City of Hoboken, 675 F. Supp. at 195. The City of Hoboken court addressed the issue of whether mutual assent was required for a permit, assuming, arguendo that the permit language was unclear. Id. The court explicitly rejected the defendant's argument that its National Pollutant Discharge Elimination System ("NPDES") permit was a contract between the Environmental Protection Agency (EPA) and the permittee. Id. The court went on to note that "a search for shared intentions [is] largely inappropriate in interpreting" a permit in "a pollution by permit case." Id. at 196 (citing American Lung Ass'n, 670 F. Supp. at 1289-91. Thus, the court wholly rejected the defendants' argument that its intentions be manifested in the permit. City of Hoboken at 196. Using the tools of statutory construction, the court found instead the interpretation of the EPA to govern and granted the Unites States' motion for summary judgment in full. Id.

A search for shared intentions is largely inappropriate in interpreting permits because they are regulations or rules issued by a state or federal agency. Logically, the rules of contract law are not used to interpret them. Traditional rules of statutory construction apply to permits. American Lung Ass'n, 871 F.2d at 319; Shell Oil, 840 F. Supp. at 716; City of Hoboken, 675 F. Supp. at 195-96; Public Interest Research Group of New Jersey, Inc. v. Yates, 790 F. Supp. 511, 514 (D.N.J. 1991).

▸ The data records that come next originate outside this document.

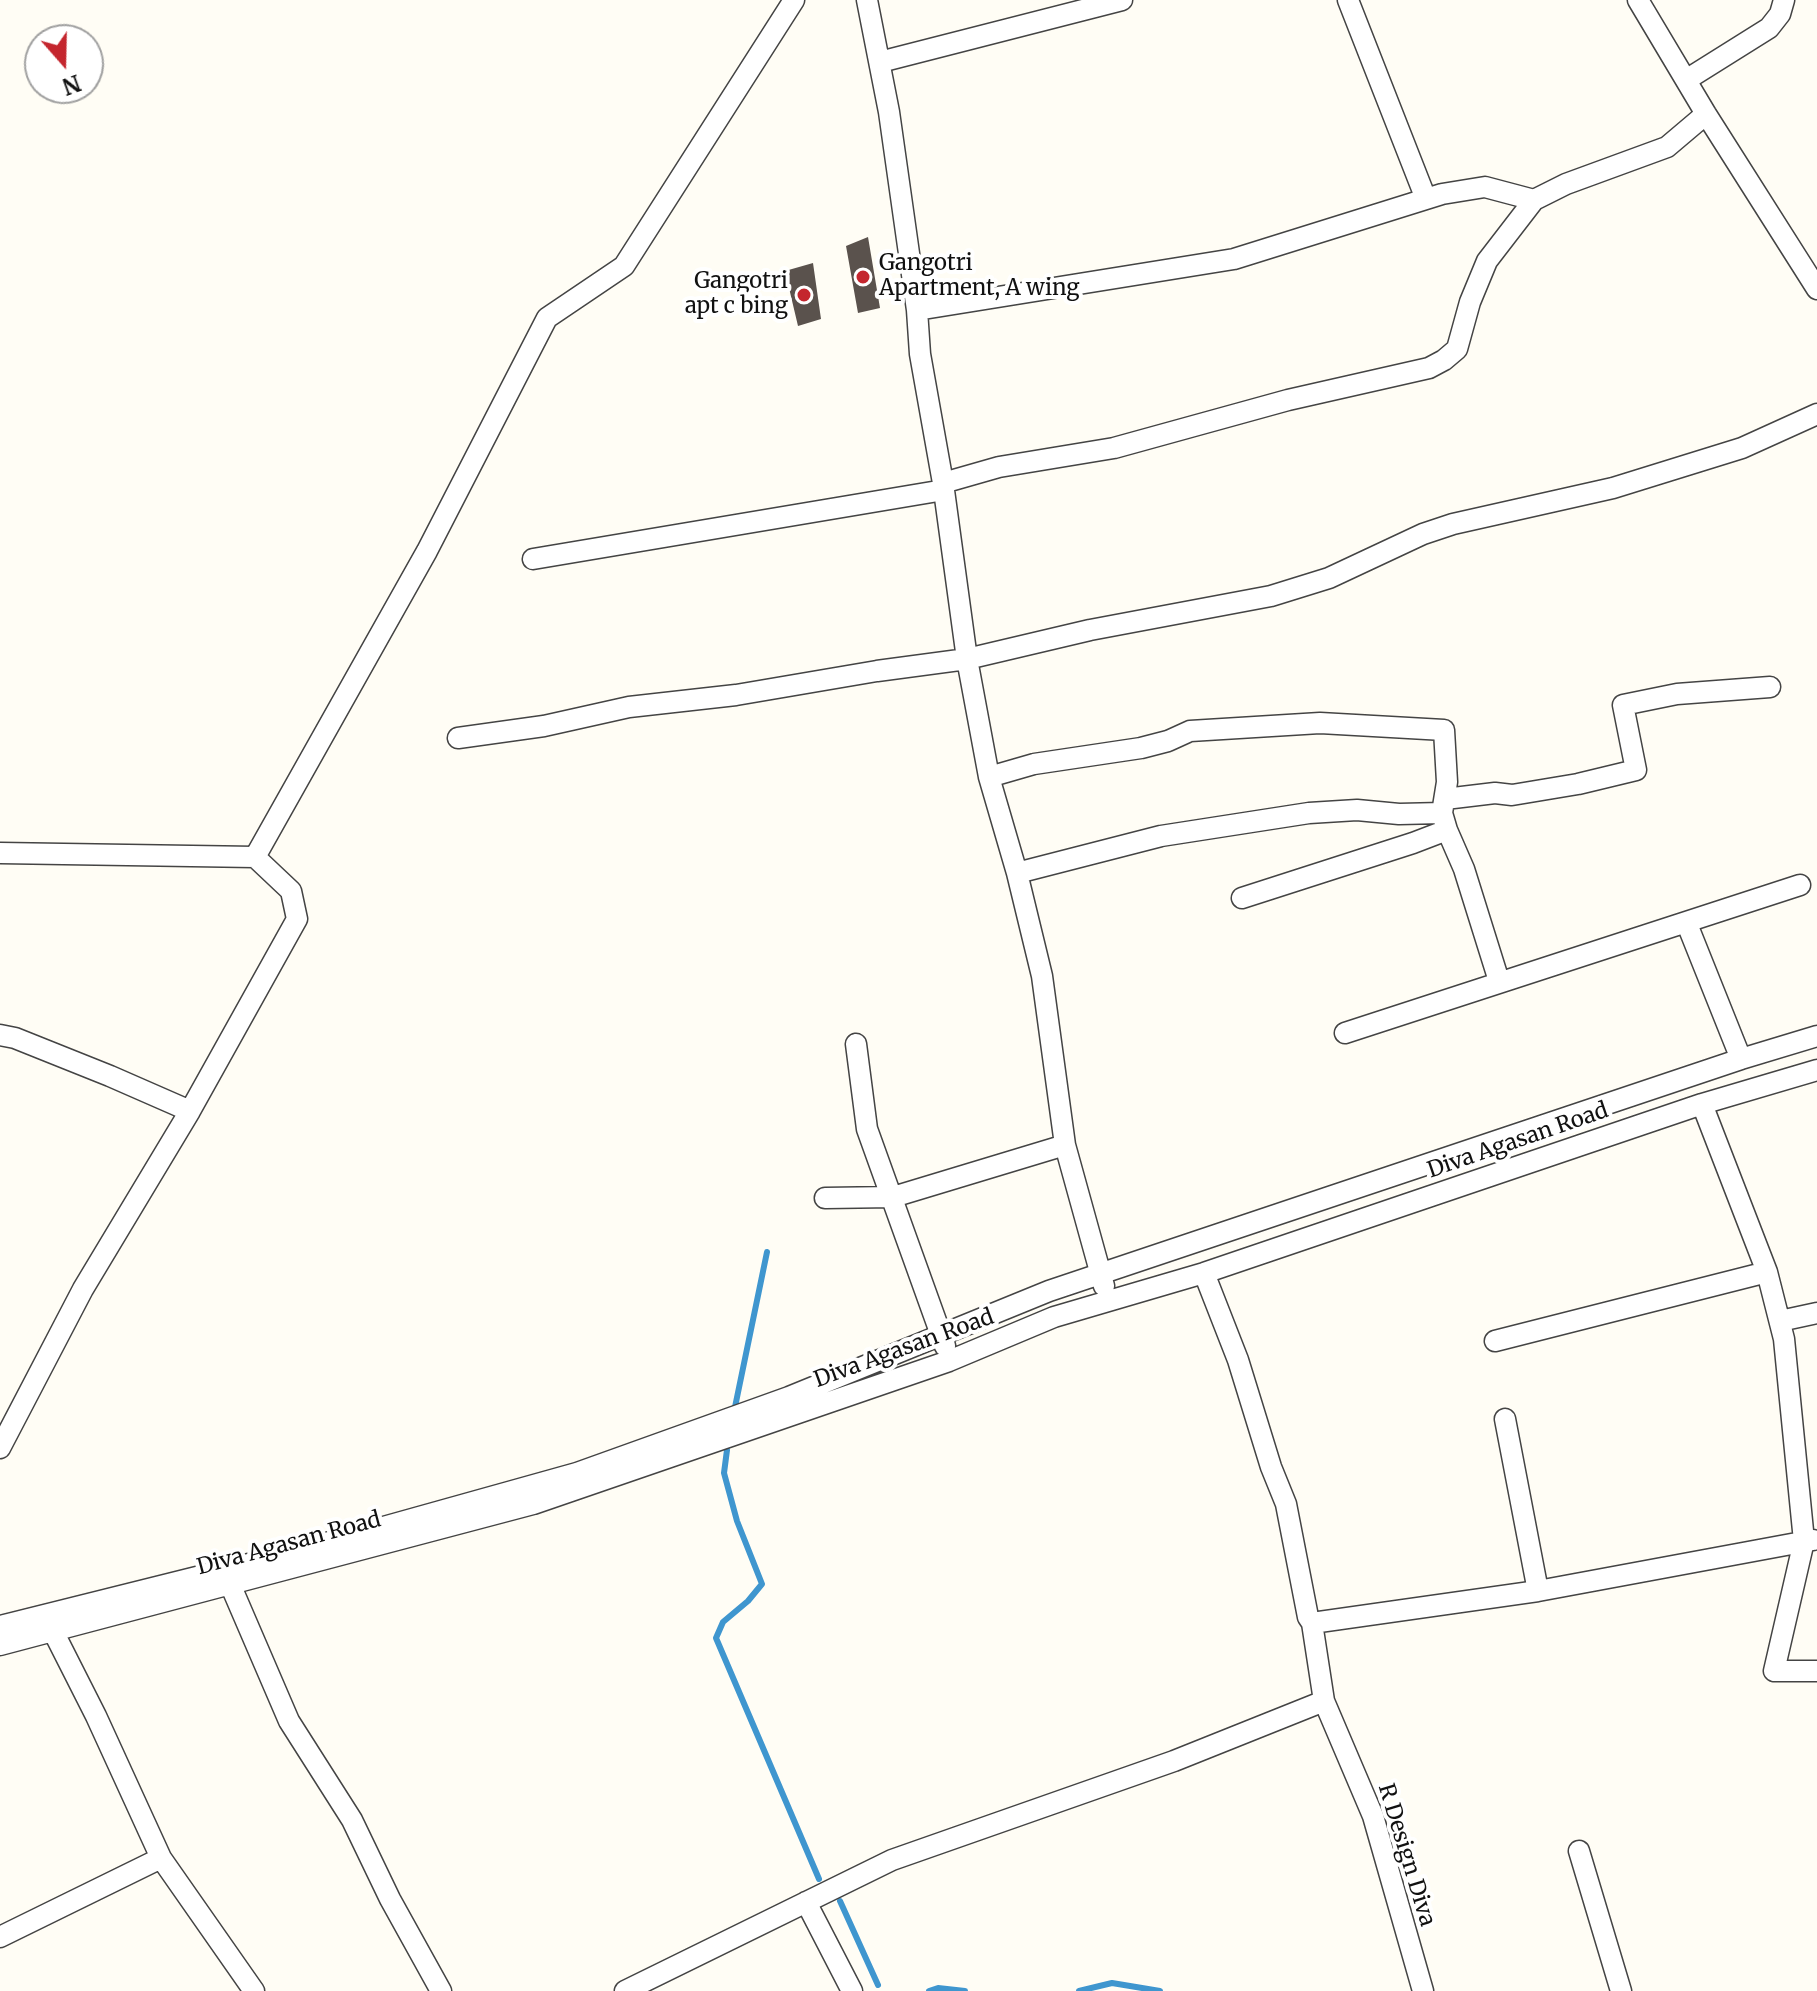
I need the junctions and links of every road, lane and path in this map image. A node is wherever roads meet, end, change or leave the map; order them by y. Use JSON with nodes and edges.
{"nodes":[{"id":1,"x":794,"y":0,"type":"edge"},
{"id":2,"x":867,"y":0,"type":"edge"},
{"id":3,"x":1122,"y":0,"type":"edge"},
{"id":4,"x":1348,"y":0,"type":"edge"},
{"id":5,"x":1638,"y":0,"type":"edge"},
{"id":6,"x":1784,"y":0,"type":"edge"},
{"id":7,"x":880,"y":62,"type":"junction"},
{"id":8,"x":1686,"y":80,"type":"junction"},
{"id":9,"x":1706,"y":114,"type":"junction"},
{"id":10,"x":1426,"y":199,"type":"junction"},
{"id":11,"x":1534,"y":200,"type":"junction"},
{"id":12,"x":1817,"y":289,"type":"edge"},
{"id":13,"x":917,"y":310,"type":"junction"},
{"id":14,"x":1817,"y":414,"type":"edge"},
{"id":15,"x":944,"y":487,"type":"junction"},
{"id":16,"x":533,"y":559,"type":"dead end"},
{"id":17,"x":967,"y":659,"type":"junction"},
{"id":18,"x":1770,"y":687,"type":"dead end"},
{"id":19,"x":458,"y":738,"type":"dead end"},
{"id":20,"x":989,"y":777,"type":"junction"},
{"id":21,"x":1445,"y":814,"type":"junction"},
{"id":22,"x":0,"y":853,"type":"edge"},
{"id":23,"x":255,"y":857,"type":"junction"},
{"id":24,"x":1017,"y":873,"type":"junction"},
{"id":25,"x":1800,"y":885,"type":"dead end"},
{"id":26,"x":1242,"y":898,"type":"dead end"},
{"id":27,"x":1687,"y":924,"type":"junction"},
{"id":28,"x":1499,"y":981,"type":"junction"},
{"id":29,"x":1345,"y":1033,"type":"dead end"},
{"id":30,"x":0,"y":1035,"type":"edge"},
{"id":31,"x":1817,"y":1036,"type":"edge"},
{"id":32,"x":856,"y":1044,"type":"dead end"},
{"id":33,"x":1741,"y":1059,"type":"junction"},
{"id":34,"x":1817,"y":1070,"type":"edge"},
{"id":35,"x":1702,"y":1104,"type":"junction"},
{"id":36,"x":190,"y":1111,"type":"junction"},
{"id":37,"x":1065,"y":1145,"type":"junction"},
{"id":38,"x":893,"y":1197,"type":"junction"},
{"id":39,"x":825,"y":1198,"type":"dead end"},
{"id":40,"x":1767,"y":1272,"type":"junction"},
{"id":41,"x":1100,"y":1273,"type":"junction"},
{"id":42,"x":1204,"y":1273,"type":"junction"},
{"id":43,"x":1108,"y":1302,"type":"junction"},
{"id":44,"x":1817,"y":1313,"type":"edge"},
{"id":45,"x":1780,"y":1321,"type":"junction"},
{"id":46,"x":942,"y":1333,"type":"junction"},
{"id":47,"x":1495,"y":1341,"type":"dead end"},
{"id":48,"x":949,"y":1361,"type":"junction"},
{"id":49,"x":1505,"y":1419,"type":"dead end"},
{"id":50,"x":0,"y":1448,"type":"edge"},
{"id":51,"x":1811,"y":1541,"type":"edge"},
{"id":52,"x":230,"y":1584,"type":"junction"},
{"id":53,"x":1538,"y":1591,"type":"junction"},
{"id":54,"x":1312,"y":1623,"type":"junction"},
{"id":55,"x":0,"y":1626,"type":"edge"},
{"id":56,"x":53,"y":1631,"type":"junction"},
{"id":57,"x":0,"y":1645,"type":"edge"},
{"id":58,"x":1817,"y":1671,"type":"edge"},
{"id":59,"x":1324,"y":1701,"type":"junction"},
{"id":60,"x":1579,"y":1851,"type":"dead end"},
{"id":61,"x":161,"y":1858,"type":"junction"},
{"id":62,"x":806,"y":1902,"type":"junction"},
{"id":63,"x":0,"y":1937,"type":"edge"},
{"id":64,"x":254,"y":1991,"type":"edge"},
{"id":65,"x":441,"y":1991,"type":"edge"},
{"id":66,"x":625,"y":1991,"type":"edge"},
{"id":67,"x":852,"y":1991,"type":"edge"},
{"id":68,"x":1423,"y":1991,"type":"edge"},
{"id":69,"x":1621,"y":1991,"type":"edge"}],
"edges":[{"from":1,"to":23,"type":"street"},
{"from":2,"to":7,"type":"street"},
{"from":3,"to":7,"type":"street"},
{"from":4,"to":10,"type":"street"},
{"from":5,"to":8,"type":"street"},
{"from":6,"to":8,"type":"street"},
{"from":7,"to":13,"type":"street"},
{"from":8,"to":9,"type":"street"},
{"from":9,"to":11,"type":"street"},
{"from":9,"to":12,"type":"street"},
{"from":10,"to":11,"type":"street"},
{"from":10,"to":13,"type":"street"},
{"from":11,"to":15,"type":"street"},
{"from":13,"to":15,"type":"street"},
{"from":14,"to":17,"type":"street"},
{"from":15,"to":16,"type":"street"},
{"from":15,"to":17,"type":"street"},
{"from":17,"to":19,"type":"street"},
{"from":17,"to":20,"type":"street"},
{"from":18,"to":21,"type":"street"},
{"from":20,"to":21,"type":"street"},
{"from":20,"to":24,"type":"street"},
{"from":21,"to":24,"type":"street"},
{"from":21,"to":26,"type":"street"},
{"from":21,"to":28,"type":"street"},
{"from":22,"to":23,"type":"street"},
{"from":23,"to":36,"type":"street"},
{"from":24,"to":37,"type":"street"},
{"from":25,"to":27,"type":"street"},
{"from":27,"to":28,"type":"street"},
{"from":27,"to":33,"type":"street"},
{"from":28,"to":29,"type":"street"},
{"from":30,"to":36,"type":"street"},
{"from":31,"to":33,"type":"street"},
{"from":32,"to":38,"type":"street"},
{"from":33,"to":41,"type":"street"},
{"from":34,"to":35,"type":"street","name":"Diva Agasan Road"},
{"from":35,"to":40,"type":"street"},
{"from":35,"to":42,"type":"street","name":"Diva Agasan Road"},
{"from":36,"to":50,"type":"street"},
{"from":37,"to":38,"type":"street"},
{"from":37,"to":41,"type":"street"},
{"from":38,"to":39,"type":"street"},
{"from":38,"to":46,"type":"street"},
{"from":40,"to":45,"type":"street"},
{"from":40,"to":47,"type":"street"},
{"from":41,"to":43,"type":"street"},
{"from":41,"to":46,"type":"street"},
{"from":42,"to":43,"type":"street","name":"Diva Agasan Road"},
{"from":42,"to":54,"type":"street","name":"R Design Diva"},
{"from":43,"to":48,"type":"street","name":"Diva Agasan Road"},
{"from":44,"to":45,"type":"street"},
{"from":45,"to":51,"type":"street"},
{"from":46,"to":48,"type":"street"},
{"from":46,"to":55,"type":"street"},
{"from":48,"to":52,"type":"street","name":"Diva Agasan Road"},
{"from":49,"to":53,"type":"street"},
{"from":51,"to":53,"type":"street"},
{"from":51,"to":58,"type":"street"},
{"from":52,"to":56,"type":"street","name":"Diva Agasan Road"},
{"from":52,"to":65,"type":"street"},
{"from":53,"to":54,"type":"street"},
{"from":54,"to":59,"type":"street","name":"R Design Diva"},
{"from":56,"to":57,"type":"street","name":"Diva Agasan Road"},
{"from":56,"to":61,"type":"street"},
{"from":59,"to":62,"type":"street"},
{"from":59,"to":68,"type":"street","name":"R Design Diva"},
{"from":60,"to":69,"type":"street"},
{"from":61,"to":63,"type":"street"},
{"from":61,"to":64,"type":"street"},
{"from":62,"to":66,"type":"street"},
{"from":62,"to":67,"type":"street"}]}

C. Defendants' Permit Does Not Allow Overtime to Satisfy the Requirement That They Maintain "72 Staff Members."

As with any statute or regulation, the starting point for interpretation is the language of the permit. Defendants' permit provides: "The permittee shall maintain minimum staffing positions committed to implementation of the Industrial Pretreatment Program at 72 staff members and make good faith efforts to keep such positions filled at all times." DEP Permit no. NY-0026131, McIntosh Aff. Ex. A. This language explicitly requires that Defendants arrange to have a 72 member staff, not a 63 member staff working overtime. The permit speaks of "staff members," not "staff member equivalents" as Defendants would gloss it. And the permit requires good faith efforts to keep the staff member positions filled with staff members "at all times," not just in times of budget surpluses or overtime shortages.

In applying the rules of permit construction, courts generally defer to the permit drafting agency's interpretation. Shell Oil, 840 F. Supp. at 716. The DEC Administrative Law Judge, in approving this compromise language in Defendants' permit, stipulated on the public judicial record that "[T]he proposed conditions require the City to maintain a minimum of 72 staffing positions for the pretreatment program despite budget problems." Interim Hearing Report at 6, McIntosh Aff. Ex. C.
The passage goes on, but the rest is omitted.